B. Rights or Legitimate Interests
The consensus view of WIPO URDP panelists concerning the burden of establishing no rights or legitimate interests in respect of a domain name is as follows:
While the overall burden of proof rests with the complainant, panels have recognized that this could result in the often impossible task of proving a negative, requiring information that is often primarily within the knowledge of the respondent. Therefore a complainant is required to make out an initial prima facie case that the respondent lacks rights or legitimate interests. Once such prima facie case is made, respondent carries the burden of demonstrating rights or legitimate interests in the domain name. If the respondent fails to come forward with such appropriate allegations or evidence, a complainant is generally deemed to have satisfied paragraph 4(a)(ii) of the UDRP.
WIPO Overview of WIPO Panel Views on Selected UDRP Questions, Second Edition (“WIPO Overview, 2.0”), Section 2.1.
In the present case Complainant alleges and has made out a prima facie case that Respondent has no rights or legitimate interests in respect of the disputed domain name and Respondent has failed to assert any such rights. Accordingly, the Panel finds that Respondent has no rights or legitimate interests in respect of the disputed domain names.

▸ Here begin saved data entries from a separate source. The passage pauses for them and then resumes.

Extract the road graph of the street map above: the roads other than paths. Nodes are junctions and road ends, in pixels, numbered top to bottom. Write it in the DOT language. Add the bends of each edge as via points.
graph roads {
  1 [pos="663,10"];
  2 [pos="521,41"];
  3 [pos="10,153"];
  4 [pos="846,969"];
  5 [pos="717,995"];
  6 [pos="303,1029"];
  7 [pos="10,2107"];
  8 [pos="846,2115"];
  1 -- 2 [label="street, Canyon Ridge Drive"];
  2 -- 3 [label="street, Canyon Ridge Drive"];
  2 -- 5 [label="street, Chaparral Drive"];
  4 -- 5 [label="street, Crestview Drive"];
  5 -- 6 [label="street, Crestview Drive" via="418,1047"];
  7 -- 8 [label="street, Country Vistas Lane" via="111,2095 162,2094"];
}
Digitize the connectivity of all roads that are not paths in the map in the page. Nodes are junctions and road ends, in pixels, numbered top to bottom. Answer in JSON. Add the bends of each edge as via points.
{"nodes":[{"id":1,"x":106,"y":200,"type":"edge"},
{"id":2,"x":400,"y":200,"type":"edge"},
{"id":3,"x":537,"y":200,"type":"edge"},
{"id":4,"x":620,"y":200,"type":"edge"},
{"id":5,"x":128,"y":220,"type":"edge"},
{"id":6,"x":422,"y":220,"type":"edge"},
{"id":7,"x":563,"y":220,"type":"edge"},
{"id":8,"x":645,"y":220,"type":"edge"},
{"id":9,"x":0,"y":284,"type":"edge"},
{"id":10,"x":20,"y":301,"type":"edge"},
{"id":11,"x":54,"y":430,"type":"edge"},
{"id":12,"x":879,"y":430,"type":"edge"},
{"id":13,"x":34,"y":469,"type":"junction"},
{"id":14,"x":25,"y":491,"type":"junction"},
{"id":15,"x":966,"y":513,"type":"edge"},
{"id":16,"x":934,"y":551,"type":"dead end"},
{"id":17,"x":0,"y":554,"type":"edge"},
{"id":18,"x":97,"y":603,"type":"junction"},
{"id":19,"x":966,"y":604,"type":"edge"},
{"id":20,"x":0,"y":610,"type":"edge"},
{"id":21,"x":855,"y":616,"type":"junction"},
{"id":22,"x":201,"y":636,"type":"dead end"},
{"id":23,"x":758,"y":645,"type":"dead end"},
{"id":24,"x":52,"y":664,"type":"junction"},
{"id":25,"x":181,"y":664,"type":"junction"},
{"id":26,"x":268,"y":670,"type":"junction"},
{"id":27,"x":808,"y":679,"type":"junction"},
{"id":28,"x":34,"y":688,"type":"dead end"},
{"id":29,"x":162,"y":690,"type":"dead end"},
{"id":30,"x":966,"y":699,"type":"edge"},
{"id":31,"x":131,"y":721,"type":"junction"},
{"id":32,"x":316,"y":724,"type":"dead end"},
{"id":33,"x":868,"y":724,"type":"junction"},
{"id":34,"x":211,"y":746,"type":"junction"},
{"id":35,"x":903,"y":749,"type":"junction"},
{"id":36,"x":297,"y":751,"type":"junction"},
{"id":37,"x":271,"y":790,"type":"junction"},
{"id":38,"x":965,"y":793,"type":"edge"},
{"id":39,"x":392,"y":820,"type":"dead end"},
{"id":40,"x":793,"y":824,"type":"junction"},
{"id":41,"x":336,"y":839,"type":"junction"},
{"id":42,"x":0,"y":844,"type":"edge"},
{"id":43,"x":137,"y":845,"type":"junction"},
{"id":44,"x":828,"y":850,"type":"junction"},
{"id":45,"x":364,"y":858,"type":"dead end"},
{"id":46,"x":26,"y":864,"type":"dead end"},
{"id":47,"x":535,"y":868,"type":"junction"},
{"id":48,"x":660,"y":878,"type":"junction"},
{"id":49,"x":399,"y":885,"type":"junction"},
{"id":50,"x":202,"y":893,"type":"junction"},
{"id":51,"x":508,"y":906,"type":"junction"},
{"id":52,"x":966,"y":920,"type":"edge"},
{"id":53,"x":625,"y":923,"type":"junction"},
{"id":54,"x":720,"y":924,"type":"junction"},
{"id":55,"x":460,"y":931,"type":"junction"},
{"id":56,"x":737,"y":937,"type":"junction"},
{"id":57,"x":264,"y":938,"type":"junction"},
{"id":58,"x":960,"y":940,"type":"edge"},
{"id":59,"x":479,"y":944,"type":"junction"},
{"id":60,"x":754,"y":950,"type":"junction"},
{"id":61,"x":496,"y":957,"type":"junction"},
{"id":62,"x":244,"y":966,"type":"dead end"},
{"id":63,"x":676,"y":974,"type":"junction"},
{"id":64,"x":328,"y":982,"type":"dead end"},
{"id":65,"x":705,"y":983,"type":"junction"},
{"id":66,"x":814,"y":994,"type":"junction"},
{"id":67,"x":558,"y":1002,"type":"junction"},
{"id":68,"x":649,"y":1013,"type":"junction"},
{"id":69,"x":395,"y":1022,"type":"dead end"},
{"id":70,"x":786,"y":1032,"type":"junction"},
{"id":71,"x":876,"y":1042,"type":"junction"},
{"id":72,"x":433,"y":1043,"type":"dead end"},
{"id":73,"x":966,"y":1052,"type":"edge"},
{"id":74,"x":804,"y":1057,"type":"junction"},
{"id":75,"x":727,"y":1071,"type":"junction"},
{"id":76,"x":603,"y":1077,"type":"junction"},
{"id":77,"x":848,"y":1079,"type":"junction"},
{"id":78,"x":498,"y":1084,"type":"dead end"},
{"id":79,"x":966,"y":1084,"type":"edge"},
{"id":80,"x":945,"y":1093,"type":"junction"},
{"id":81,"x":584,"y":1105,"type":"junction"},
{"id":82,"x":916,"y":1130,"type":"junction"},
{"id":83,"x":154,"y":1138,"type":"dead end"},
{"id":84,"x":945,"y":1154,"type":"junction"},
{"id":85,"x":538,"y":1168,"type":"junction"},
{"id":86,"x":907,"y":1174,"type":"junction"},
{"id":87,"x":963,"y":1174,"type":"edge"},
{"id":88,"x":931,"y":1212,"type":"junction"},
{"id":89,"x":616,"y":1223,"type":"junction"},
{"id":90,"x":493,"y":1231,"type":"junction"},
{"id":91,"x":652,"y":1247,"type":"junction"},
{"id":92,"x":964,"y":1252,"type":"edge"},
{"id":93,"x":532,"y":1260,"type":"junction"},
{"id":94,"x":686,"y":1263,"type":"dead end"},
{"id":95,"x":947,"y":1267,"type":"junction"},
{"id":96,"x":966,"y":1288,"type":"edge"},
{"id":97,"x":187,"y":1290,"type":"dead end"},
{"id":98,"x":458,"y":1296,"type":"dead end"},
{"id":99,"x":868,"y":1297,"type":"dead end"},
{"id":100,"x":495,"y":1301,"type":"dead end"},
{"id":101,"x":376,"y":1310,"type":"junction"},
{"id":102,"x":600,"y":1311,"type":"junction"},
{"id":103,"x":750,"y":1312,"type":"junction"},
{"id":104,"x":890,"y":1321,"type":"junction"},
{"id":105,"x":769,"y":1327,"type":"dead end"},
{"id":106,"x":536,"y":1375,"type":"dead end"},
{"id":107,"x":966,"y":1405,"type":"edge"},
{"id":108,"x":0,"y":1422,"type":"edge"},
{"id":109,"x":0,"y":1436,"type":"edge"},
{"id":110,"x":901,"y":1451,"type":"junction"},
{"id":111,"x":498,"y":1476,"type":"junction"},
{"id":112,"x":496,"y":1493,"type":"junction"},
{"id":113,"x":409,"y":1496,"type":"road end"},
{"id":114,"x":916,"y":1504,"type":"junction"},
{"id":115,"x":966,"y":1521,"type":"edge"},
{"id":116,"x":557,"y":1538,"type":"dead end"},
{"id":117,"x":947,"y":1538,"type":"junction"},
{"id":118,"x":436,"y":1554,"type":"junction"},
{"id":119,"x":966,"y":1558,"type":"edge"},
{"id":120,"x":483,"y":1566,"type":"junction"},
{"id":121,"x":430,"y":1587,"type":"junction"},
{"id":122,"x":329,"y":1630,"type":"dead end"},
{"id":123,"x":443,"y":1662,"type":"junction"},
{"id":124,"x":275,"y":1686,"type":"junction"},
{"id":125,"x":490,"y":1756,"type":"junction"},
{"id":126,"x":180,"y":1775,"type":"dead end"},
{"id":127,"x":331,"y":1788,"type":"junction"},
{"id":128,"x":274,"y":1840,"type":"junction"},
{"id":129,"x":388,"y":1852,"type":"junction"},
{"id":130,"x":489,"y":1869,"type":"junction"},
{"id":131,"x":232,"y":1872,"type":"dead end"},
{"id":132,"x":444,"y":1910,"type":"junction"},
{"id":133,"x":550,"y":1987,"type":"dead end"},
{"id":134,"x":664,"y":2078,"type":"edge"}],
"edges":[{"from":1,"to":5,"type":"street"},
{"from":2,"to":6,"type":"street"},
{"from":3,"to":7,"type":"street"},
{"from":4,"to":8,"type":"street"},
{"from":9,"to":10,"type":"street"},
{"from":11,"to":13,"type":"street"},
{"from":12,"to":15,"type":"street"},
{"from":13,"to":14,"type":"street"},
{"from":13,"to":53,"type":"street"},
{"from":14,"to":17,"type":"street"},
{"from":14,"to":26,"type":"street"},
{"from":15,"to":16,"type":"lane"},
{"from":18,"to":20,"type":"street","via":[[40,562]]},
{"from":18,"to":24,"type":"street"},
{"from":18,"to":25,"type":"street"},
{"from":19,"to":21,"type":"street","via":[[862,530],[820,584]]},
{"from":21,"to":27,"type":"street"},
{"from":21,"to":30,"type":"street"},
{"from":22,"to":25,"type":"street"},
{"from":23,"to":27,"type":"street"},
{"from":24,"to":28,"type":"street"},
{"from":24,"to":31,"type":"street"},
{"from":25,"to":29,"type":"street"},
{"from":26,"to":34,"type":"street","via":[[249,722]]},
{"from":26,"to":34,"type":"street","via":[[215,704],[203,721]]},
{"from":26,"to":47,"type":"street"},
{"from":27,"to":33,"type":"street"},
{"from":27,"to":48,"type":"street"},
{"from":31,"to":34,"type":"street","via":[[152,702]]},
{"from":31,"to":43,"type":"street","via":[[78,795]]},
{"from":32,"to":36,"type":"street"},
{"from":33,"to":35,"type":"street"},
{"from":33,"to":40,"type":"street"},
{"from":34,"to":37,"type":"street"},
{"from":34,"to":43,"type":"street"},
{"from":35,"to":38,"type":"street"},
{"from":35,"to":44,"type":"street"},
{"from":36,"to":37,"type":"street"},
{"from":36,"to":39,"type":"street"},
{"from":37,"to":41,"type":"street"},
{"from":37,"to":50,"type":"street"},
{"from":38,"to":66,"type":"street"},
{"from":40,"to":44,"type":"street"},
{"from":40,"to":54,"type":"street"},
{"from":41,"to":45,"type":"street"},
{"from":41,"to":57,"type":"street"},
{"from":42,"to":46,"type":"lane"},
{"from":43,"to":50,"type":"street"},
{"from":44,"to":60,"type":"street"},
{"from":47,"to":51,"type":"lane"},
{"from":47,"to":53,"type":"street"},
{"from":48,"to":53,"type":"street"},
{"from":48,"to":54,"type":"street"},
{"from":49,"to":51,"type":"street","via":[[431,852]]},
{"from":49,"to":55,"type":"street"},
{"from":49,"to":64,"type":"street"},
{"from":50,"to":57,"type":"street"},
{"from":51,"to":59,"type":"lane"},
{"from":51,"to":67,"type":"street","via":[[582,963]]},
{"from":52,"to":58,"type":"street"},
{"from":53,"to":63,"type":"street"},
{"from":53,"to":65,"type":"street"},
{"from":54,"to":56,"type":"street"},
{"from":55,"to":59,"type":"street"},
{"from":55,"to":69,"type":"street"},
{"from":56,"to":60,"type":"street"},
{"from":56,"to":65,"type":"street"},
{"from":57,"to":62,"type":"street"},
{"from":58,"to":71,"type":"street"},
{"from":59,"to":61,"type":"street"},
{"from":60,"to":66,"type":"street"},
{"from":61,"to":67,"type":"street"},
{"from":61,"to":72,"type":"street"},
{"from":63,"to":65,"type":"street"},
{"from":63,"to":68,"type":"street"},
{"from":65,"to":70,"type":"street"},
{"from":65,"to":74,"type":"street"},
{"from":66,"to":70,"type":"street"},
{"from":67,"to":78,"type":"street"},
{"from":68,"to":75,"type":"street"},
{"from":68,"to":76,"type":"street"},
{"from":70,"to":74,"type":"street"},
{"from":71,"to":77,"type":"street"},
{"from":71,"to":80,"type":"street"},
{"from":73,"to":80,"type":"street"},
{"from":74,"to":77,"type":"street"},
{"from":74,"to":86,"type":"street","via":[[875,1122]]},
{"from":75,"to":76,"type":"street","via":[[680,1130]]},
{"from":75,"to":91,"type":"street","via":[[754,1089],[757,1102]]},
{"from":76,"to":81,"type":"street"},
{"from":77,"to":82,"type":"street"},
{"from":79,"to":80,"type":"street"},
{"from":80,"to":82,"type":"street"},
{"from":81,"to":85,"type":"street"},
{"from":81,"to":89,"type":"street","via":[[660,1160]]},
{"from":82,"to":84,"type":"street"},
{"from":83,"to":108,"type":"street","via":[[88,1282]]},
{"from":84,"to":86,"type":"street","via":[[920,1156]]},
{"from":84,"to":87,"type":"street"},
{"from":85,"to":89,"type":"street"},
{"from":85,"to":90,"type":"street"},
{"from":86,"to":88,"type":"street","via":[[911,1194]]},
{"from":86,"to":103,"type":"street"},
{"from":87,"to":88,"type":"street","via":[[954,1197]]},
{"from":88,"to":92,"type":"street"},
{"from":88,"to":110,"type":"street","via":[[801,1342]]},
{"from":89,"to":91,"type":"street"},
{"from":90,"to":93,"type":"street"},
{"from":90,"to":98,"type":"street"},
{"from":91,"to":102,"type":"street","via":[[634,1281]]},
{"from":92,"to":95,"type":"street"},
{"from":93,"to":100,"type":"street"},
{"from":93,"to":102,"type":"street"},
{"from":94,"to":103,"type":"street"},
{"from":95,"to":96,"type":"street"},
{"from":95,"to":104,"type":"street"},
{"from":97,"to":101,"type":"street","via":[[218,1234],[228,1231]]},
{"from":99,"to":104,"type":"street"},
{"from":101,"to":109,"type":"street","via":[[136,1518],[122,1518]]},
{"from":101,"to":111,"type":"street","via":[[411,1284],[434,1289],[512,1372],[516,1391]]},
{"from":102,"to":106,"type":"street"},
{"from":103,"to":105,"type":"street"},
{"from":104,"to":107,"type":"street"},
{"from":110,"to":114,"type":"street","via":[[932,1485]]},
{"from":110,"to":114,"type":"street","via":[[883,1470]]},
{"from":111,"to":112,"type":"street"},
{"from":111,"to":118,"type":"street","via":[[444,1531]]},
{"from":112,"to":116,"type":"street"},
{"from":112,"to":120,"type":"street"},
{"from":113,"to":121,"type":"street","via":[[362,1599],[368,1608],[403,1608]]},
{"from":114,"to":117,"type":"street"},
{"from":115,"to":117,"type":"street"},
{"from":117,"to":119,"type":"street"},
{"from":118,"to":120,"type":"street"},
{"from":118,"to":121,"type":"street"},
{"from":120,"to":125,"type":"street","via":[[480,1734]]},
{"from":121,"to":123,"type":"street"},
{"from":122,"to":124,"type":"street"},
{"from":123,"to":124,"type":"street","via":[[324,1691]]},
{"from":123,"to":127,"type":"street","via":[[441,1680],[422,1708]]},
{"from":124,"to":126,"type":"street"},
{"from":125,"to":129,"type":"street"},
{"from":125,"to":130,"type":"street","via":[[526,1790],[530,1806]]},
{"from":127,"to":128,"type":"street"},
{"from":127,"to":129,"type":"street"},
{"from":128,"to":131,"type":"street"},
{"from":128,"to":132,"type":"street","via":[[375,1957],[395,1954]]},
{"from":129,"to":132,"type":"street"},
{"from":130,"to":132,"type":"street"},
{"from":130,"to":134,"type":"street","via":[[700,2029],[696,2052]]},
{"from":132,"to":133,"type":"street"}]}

C. Registered and Used in Bad Faith
The disputed domain name resolves to a web site at which it is stated in pertinent part: “The requested URL / was not found on this server. That’s all we know.” Respondent has registered the disputed domain name under the shield of a privacy service. The disputed domain name includes the coined term “regeneron” which corresponds to Complainant’s REGENERON trademark, which had been in use and had been registered with the USPTO for more than twenty-five years before the disputed domain name was registered. To this it appends a coined term that suggests it is an employment office affiliated with or seeking employees for Complainant. Moreover, there is no conceivable legitimate use of the coined term “regeneron” which is now Complainant’s registered trademark REGENERON, other than by or under the authority of Complainant, as in the case of Telstra Corporation Limited v. Nuclear Marshmallows, WIPO Case No. D2000-0003. Accordingly, the Panel finds that Respondent has engaged in bad faith registration and use of the disputed domain name.
For the foregoing reasons, in accordance with paragraphs 4(i) of the Policy and 15 of the Rules, the Panel orders that the disputed domain name <regeneronpharmcareer.com> be transferred to Complainant.